For each entry below, copy the text exactly and leave out any picture.

====== Exercise materials ======

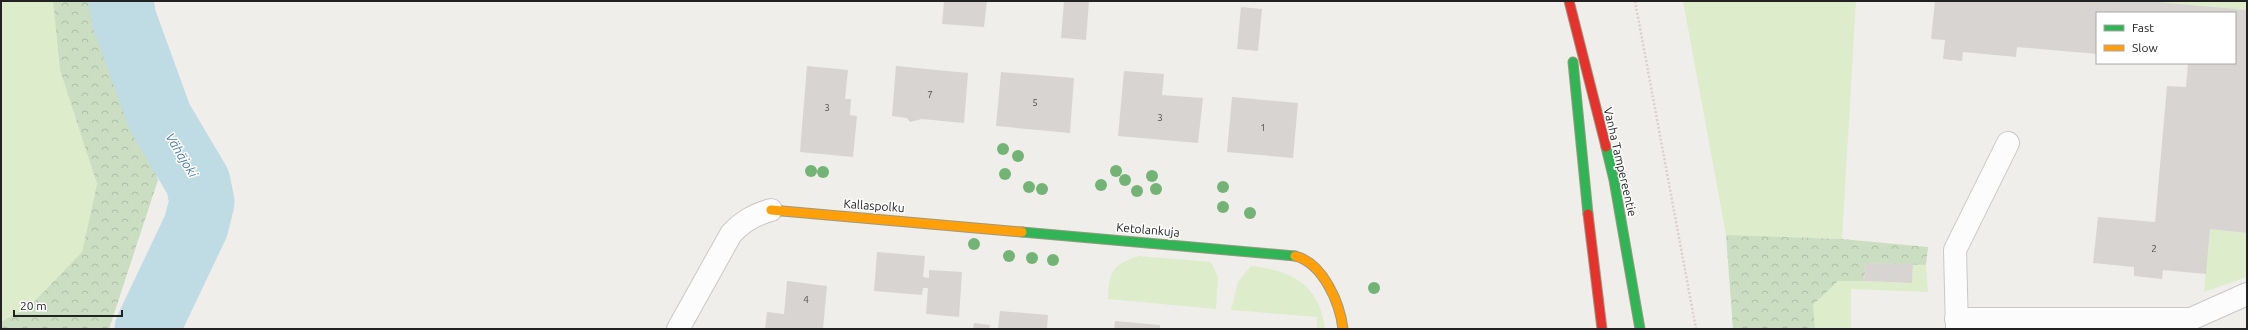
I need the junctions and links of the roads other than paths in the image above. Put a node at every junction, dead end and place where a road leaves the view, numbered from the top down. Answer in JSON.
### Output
{"nodes":[{"id":1,"x":1568,"y":1,"type":"edge"},
{"id":2,"x":2008,"y":143,"type":"dead end"},
{"id":3,"x":771,"y":210,"type":"joint"},
{"id":4,"x":976,"y":226,"type":"joint"},
{"id":5,"x":2247,"y":294,"type":"edge"},
{"id":6,"x":1956,"y":324,"type":"edge"},
{"id":7,"x":678,"y":329,"type":"edge"},
{"id":8,"x":1343,"y":329,"type":"edge"},
{"id":9,"x":1602,"y":329,"type":"edge"},
{"id":10,"x":1640,"y":329,"type":"edge"}],
"edges":[{"from":1,"to":9,"type":"main road","name":"Vanha Tampereentie"},
{"from":1,"to":10,"type":"main road","name":"Vanha Tampereentie"},
{"from":2,"to":6,"type":"lane"},
{"from":3,"to":4,"type":"main road","name":"Kallaspolku"},
{"from":3,"to":7,"type":"lane"},
{"from":4,"to":8,"type":"main road","name":"Ketolankuja"},
{"from":5,"to":6,"type":"lane"}]}
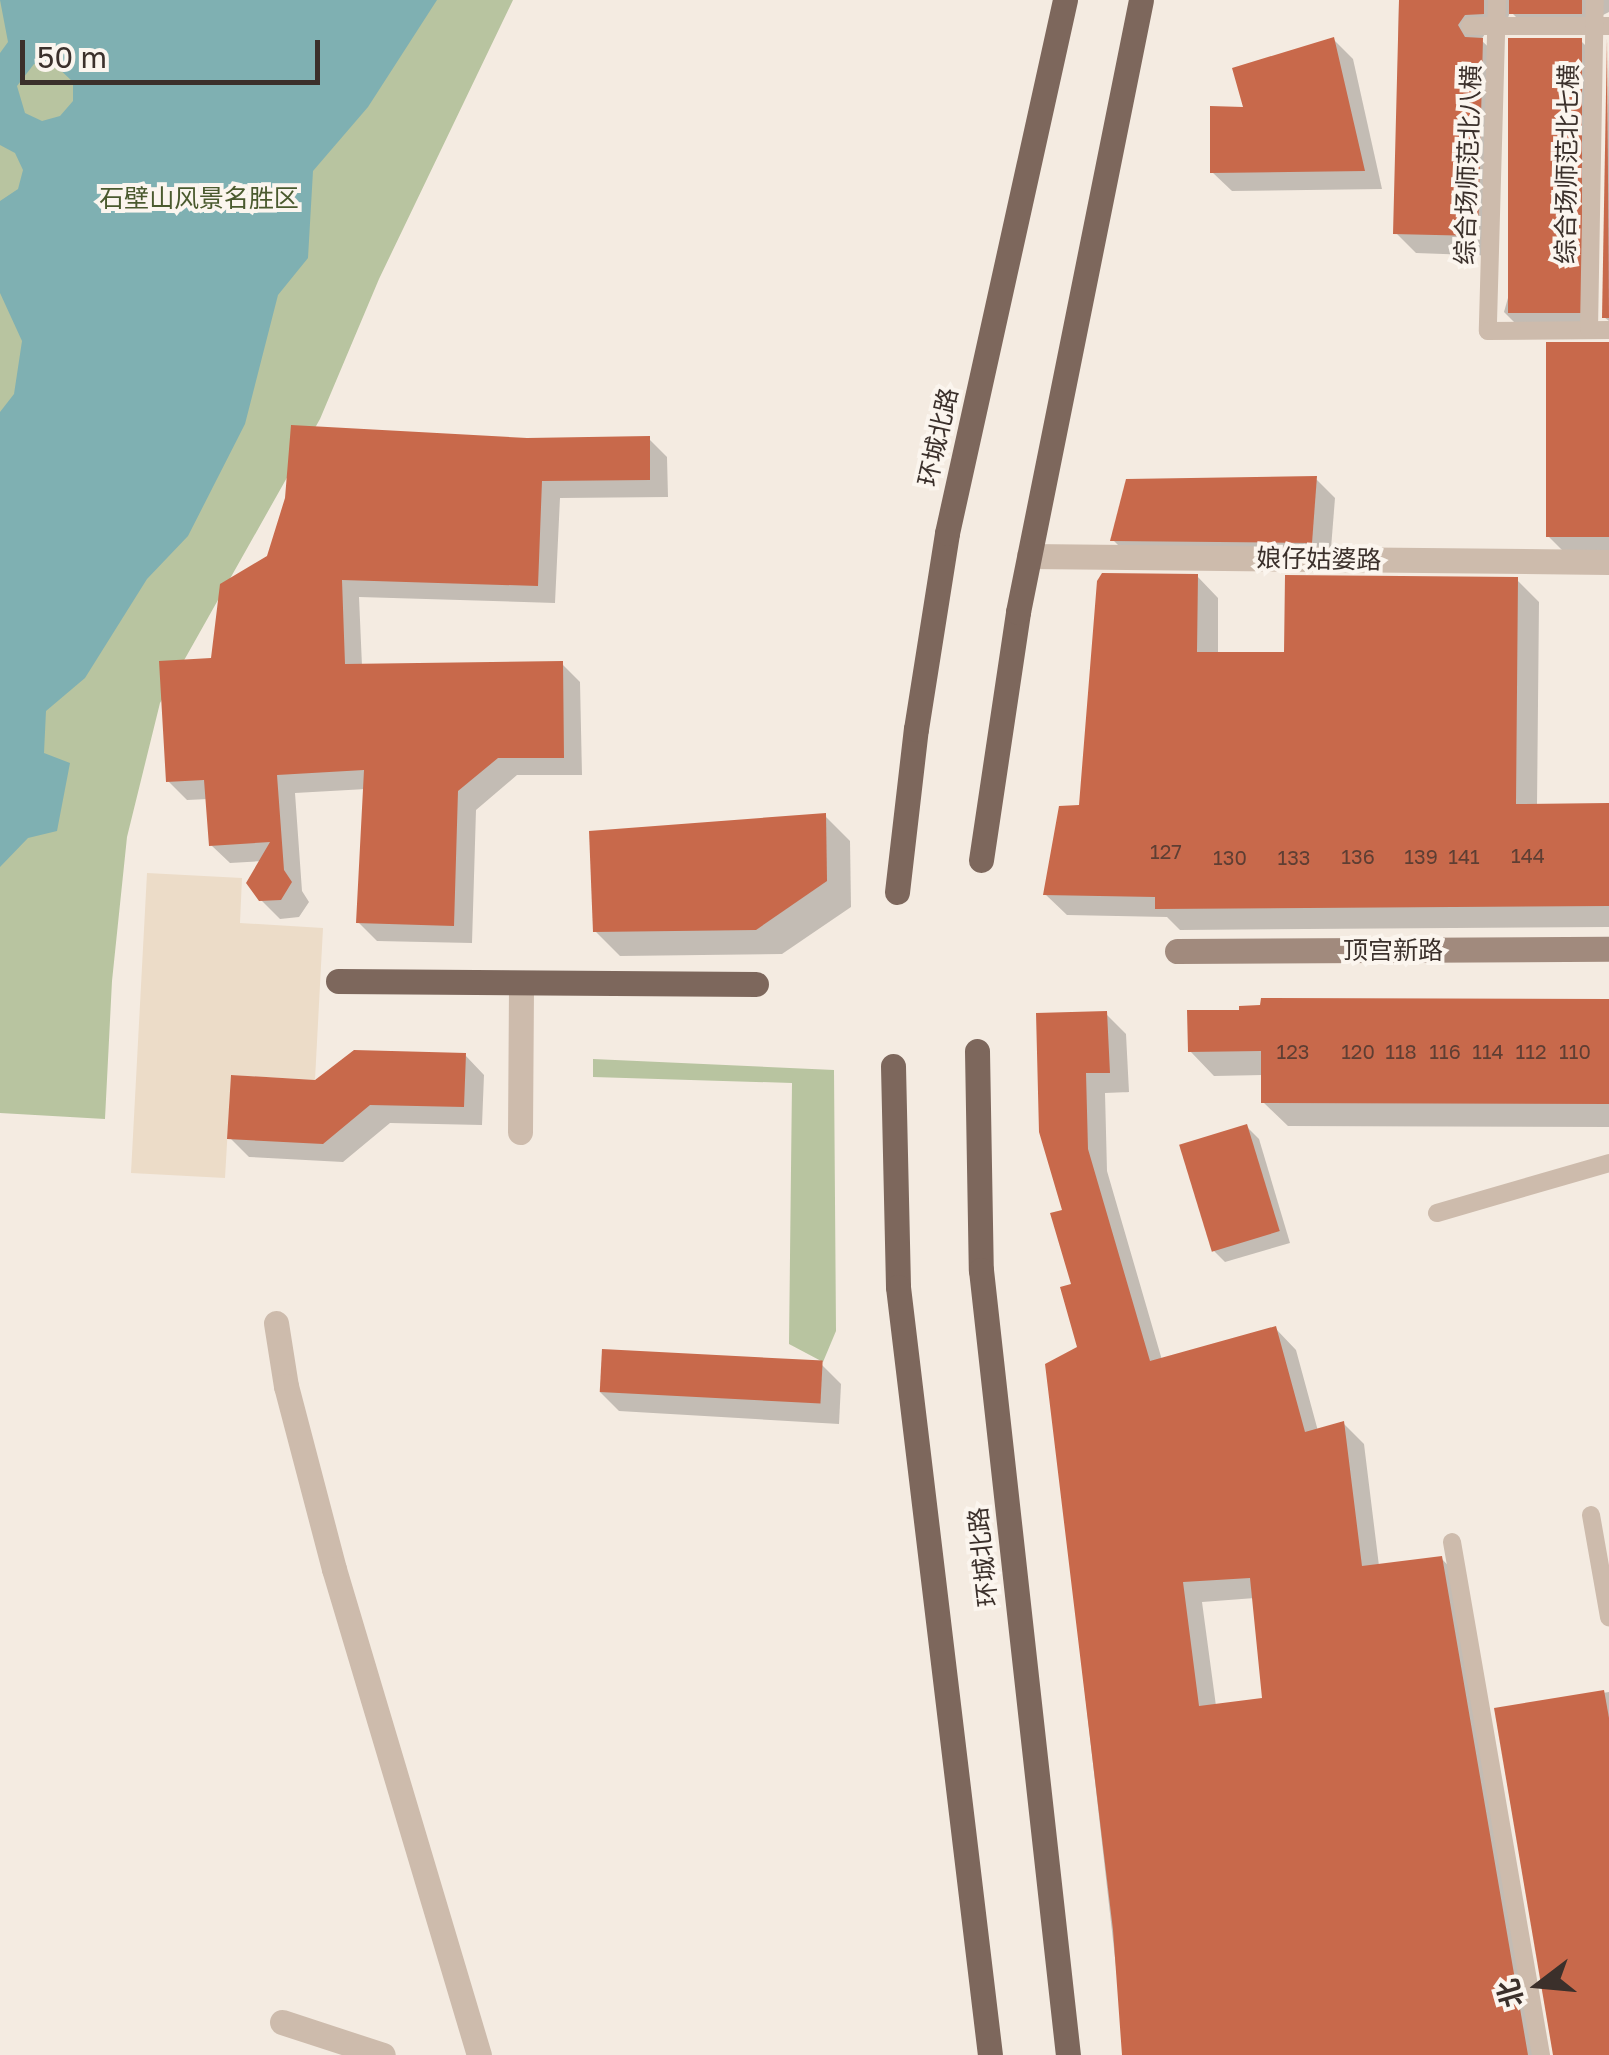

======

- [Written solution]:
I need the junctions and links of the roads other than paths in the image above. Put a node at every junction, dead end and place where a road leaves the view, numbered from the top down. Answer in JSON.
### Output
{"nodes":[{"id":1,"x":1568,"y":1,"type":"edge"},
{"id":2,"x":2008,"y":143,"type":"dead end"},
{"id":3,"x":771,"y":210,"type":"joint"},
{"id":4,"x":976,"y":226,"type":"joint"},
{"id":5,"x":2247,"y":294,"type":"edge"},
{"id":6,"x":1956,"y":324,"type":"edge"},
{"id":7,"x":678,"y":329,"type":"edge"},
{"id":8,"x":1343,"y":329,"type":"edge"},
{"id":9,"x":1602,"y":329,"type":"edge"},
{"id":10,"x":1640,"y":329,"type":"edge"}],
"edges":[{"from":1,"to":9,"type":"main road","name":"Vanha Tampereentie"},
{"from":1,"to":10,"type":"main road","name":"Vanha Tampereentie"},
{"from":2,"to":6,"type":"lane"},
{"from":3,"to":4,"type":"main road","name":"Kallaspolku"},
{"from":3,"to":7,"type":"lane"},
{"from":4,"to":8,"type":"main road","name":"Ketolankuja"},
{"from":5,"to":6,"type":"lane"}]}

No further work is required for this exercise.